The harness reads a Claude-style `.mcp.json`:

```json
{
  "mcpServers": {
    "dice": {
      "command": "sbt",
      "args": ["exampleDiceJVM/run"]
    },
    "pomodoro": {
      "type": "http",
      "url": "http://localhost:25000/mcp"
    }
  }
}
```

Discriminator: a `command` key means stdio; otherwise (or `type: "http"`)
means streamable HTTP. Headers can be passed as `"headers": { ... }` for
HTTP entries.

## Build and run (JVM)

```bash
sbt 'exampleHarnessJVM/run --config .mcp.json --base-url https://api.openai.com/v1 --api-key sk-… --model gpt-4o-mini'
```

Any OpenAI-compatible endpoint works — set `--base-url` to your provider's
URL (Anthropic via OpenRouter, DeepSeek, GLM, a local Ollama, etc.) and
`--model` to a model id that endpoint understands.

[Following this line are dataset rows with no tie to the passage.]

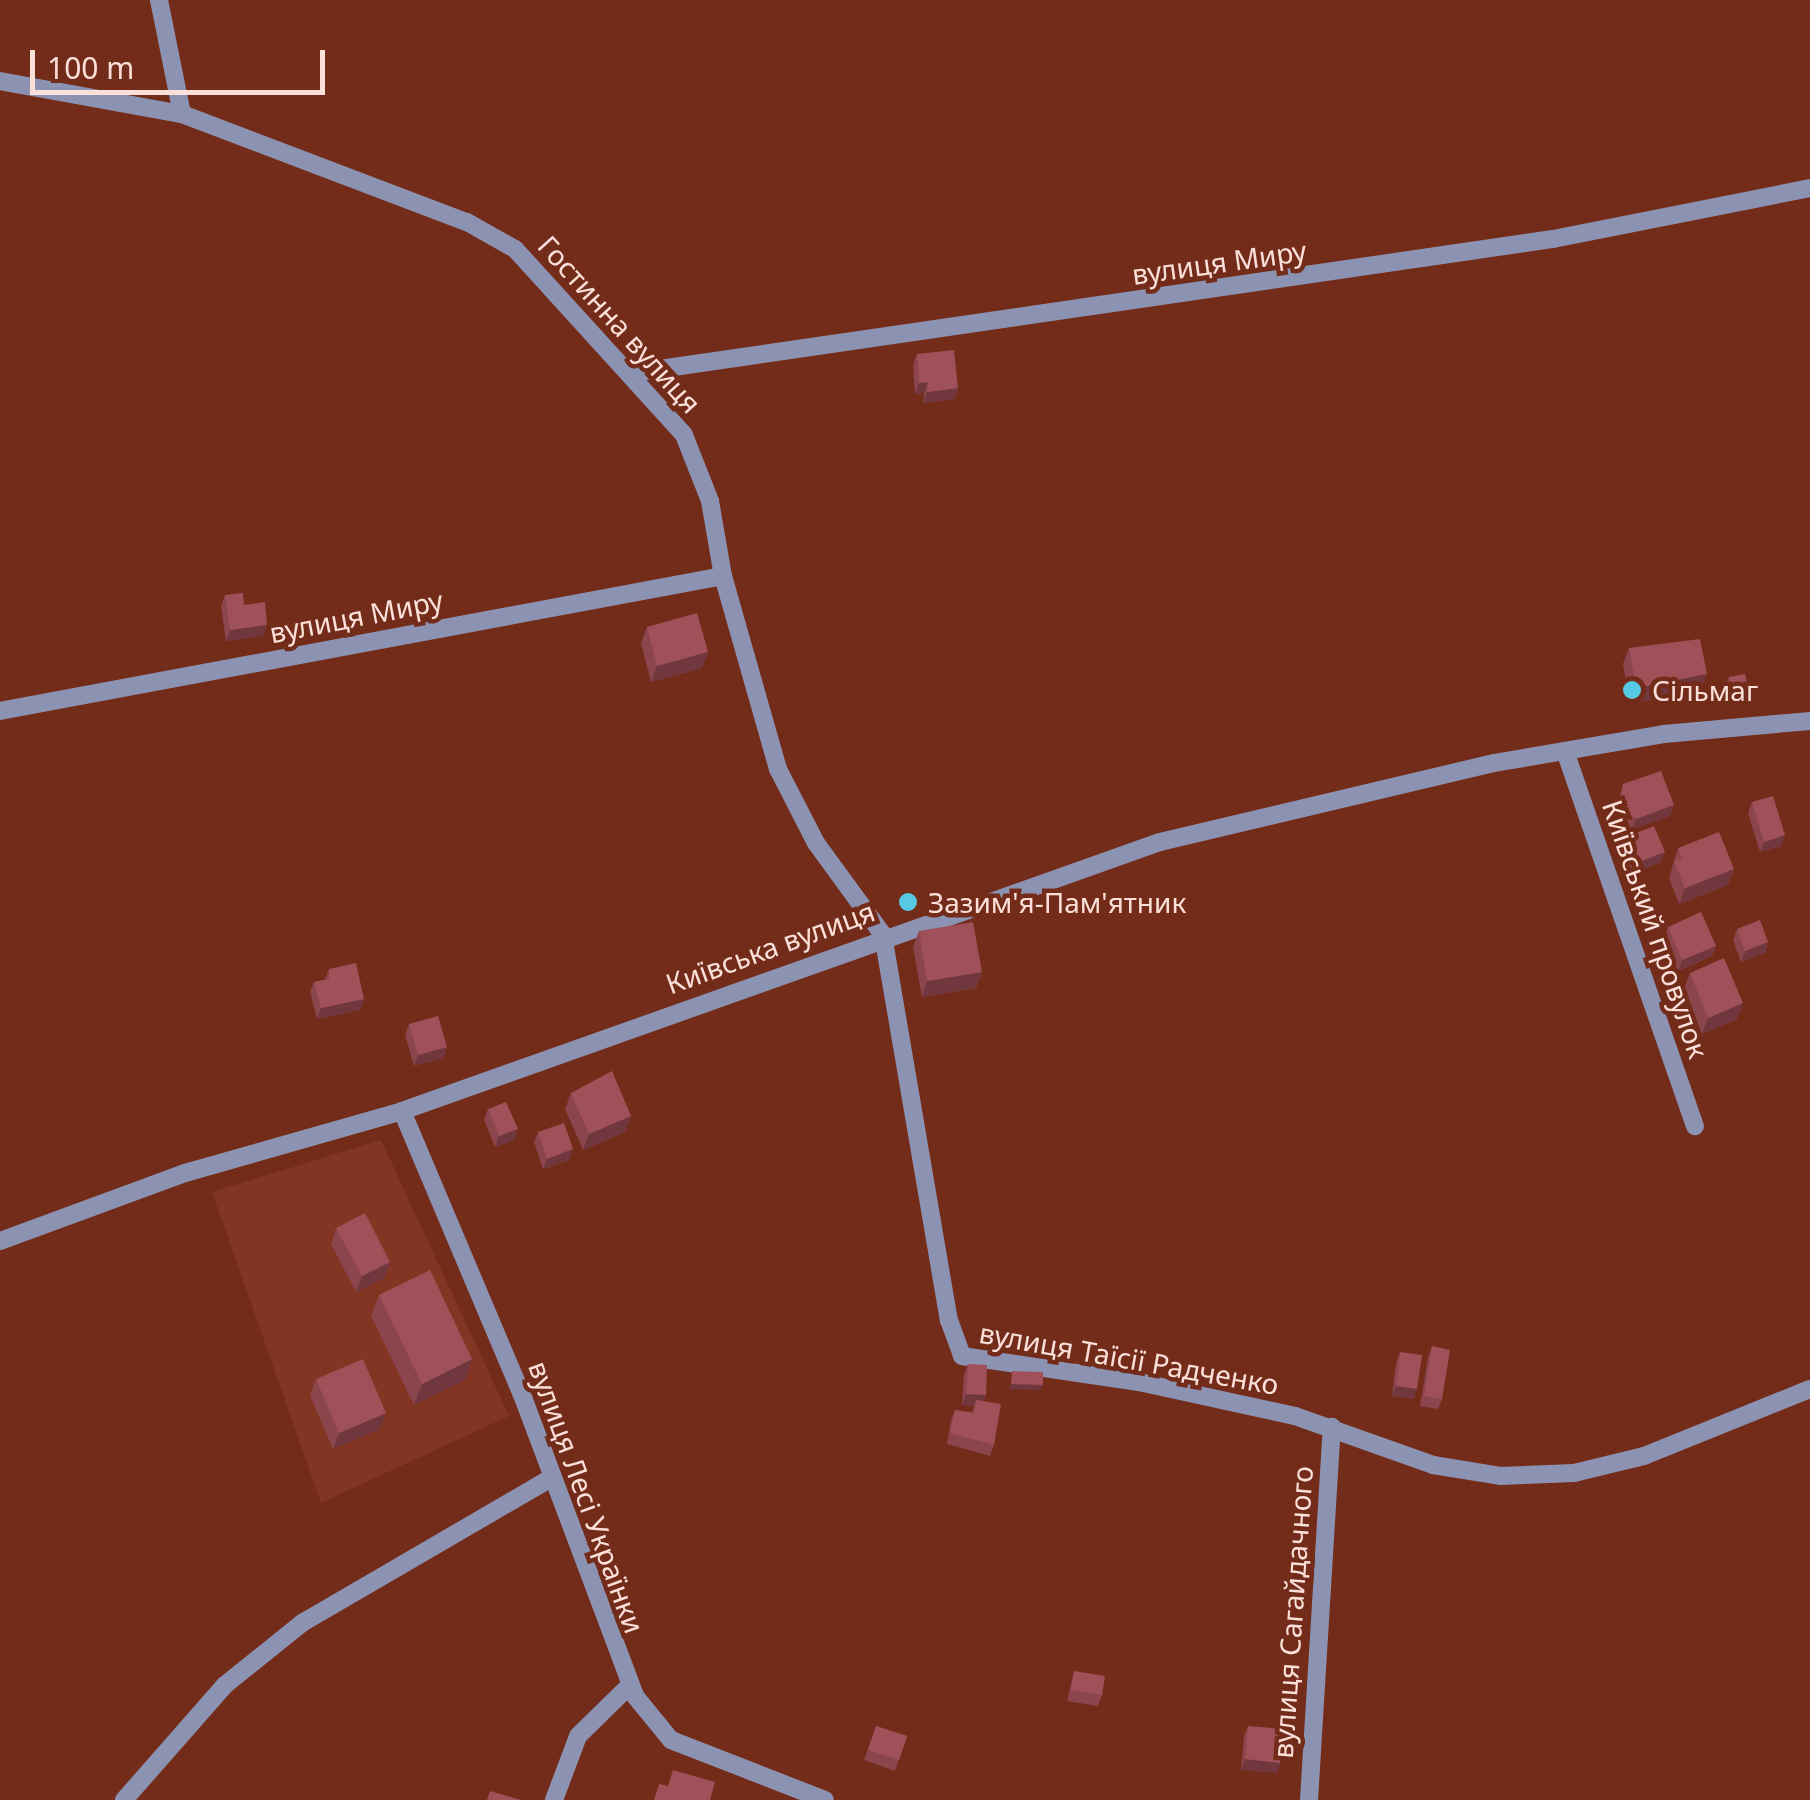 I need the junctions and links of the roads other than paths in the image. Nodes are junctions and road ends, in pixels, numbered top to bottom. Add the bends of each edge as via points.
1 (159, 0) edge
2 (0, 81) edge
3 (182, 114) junction
4 (1810, 188) edge
5 (632, 373) junction
6 (723, 576) junction
7 (0, 711) edge
8 (1810, 721) edge
9 (1565, 751) junction
10 (883, 935) junction
11 (402, 1111) junction
12 (1695, 1126) dead end
13 (0, 1241) edge
14 (1810, 1389) edge
15 (1332, 1427) junction
16 (551, 1478) junction
17 (630, 1686) junction
18 (125, 1800) edge
19 (554, 1800) edge
20 (825, 1800) edge
21 (1309, 1800) edge

1 - 3 street
2 - 3 street, Гостинна вулиця
3 - 5 street, Гостинна вулиця via 467,222 515,249
4 - 5 street, вулиця Миру via 1496,248
5 - 6 street, Гостинна вулиця via 684,436 710,500
6 - 7 street, вулиця Миру
6 - 10 street, Гостинна вулиця via 778,769 816,843
8 - 9 street, Київська вулиця
9 - 10 street, Київська вулиця via 1160,842
9 - 12 street, Київський провулок
10 - 11 street, Київська вулиця
10 - 15 street, вулиця Таїсії Радченко via 948,1320 962,1356 1139,1382
11 - 13 street, Київська вулиця via 185,1173
11 - 16 street, вулиця Лесі Українки
14 - 15 street, вулиця Таїсії Радченко via 1724,1429 1574,1473 1500,1476 1434,1465
15 - 21 street, вулиця Сагайдачного
16 - 17 street, вулиця Лесі Українки
16 - 18 street via 302,1623 226,1685
17 - 19 street via 578,1736
17 - 20 street, вулиця Лесі Українки via 671,1740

## Build and run (Scala Native)

```bash
# Requires clang/llvm and s2n-tls — `nix-shell` provides both.
sbt exampleHarnessNative/nativeLink
./modules/example-harness/native/target/scala-3.3.4/example-harness-out \
  --config .mcp.json --base-url https://api.openai.com/v1 \
  --api-key sk-… --model gpt-4o-mini
```

The native binary is single-file and starts in milliseconds, which makes
it convenient as a long-running terminal companion.

## What it demonstrates

The harness source under
`modules/example-harness/shared/src/main/scala/net/andimiller/mcp/examples/harness/`
is split into focused files worth reading in order:

| File | Shows |
|------|-------|
| `Main.scala` | Wiring: load `.mcp.json`, build the LLM client, build the shared `ClientHandler`, open every server, collect tools and prompts, hand off to `Repl.run`. |
| `McpClients.scala` | One function per `McpServerSpec` that returns a `Resource[F, McpClient[F]]` — both `StdioMcpClient.builder` and `StreamableHttpMcpClient.builder`. |
| `ClientHandlers.scala` | The capability advertisement (`sampling`, `elicitation` with `form`) and dispatch by method name. |
| `SamplingHandler.scala` | `sampling/createMessage` → forward to `OpenAiClient.chat`, shape the response back into the MCP wire format. |
| `ElicitationHandler.scala` | `elicitation/create` → walk the schema's `properties`, prompt the terminal field-by-field, type-coerce, return an `accept` / `cancel` response. |
| `ToolBridge.scala` | Aggregate every server's tools into a single OpenAI-shaped tool list with namespaced names; route tool calls back to the right `McpClient`; synthesise `list_resources` / `read_resource` tools for servers that advertise resources. |
| `PromptBridge.scala` | Surface MCP prompts as `/prompt …` slash commands; convert `PromptMessage` content into OpenAI `ChatMessage`s. |
| `Notifications.scala` | One background fiber per server that drains `client.notifications` and prints them dim. |
| `Repl.scala` | The chat loop: streaming output with separate "content" and "thinking" lanes, tool-call hops bounded by `MaxToolHops`, slash-command dispatch. |
| `OpenAiClient.scala` / `OpenAiTypes.scala` | A tiny OpenAI-compatible chat client (single POST or streaming SSE) plus the wire types it needs. |

Together they're a worked answer to "what does it take to plug an LLM
into an arbitrary set of MCP servers." Most of the protocol-level
plumbing is upstream in `McpClient` and `ClientHandler` — the harness is
mostly bridging code between MCP shapes and OpenAI shapes.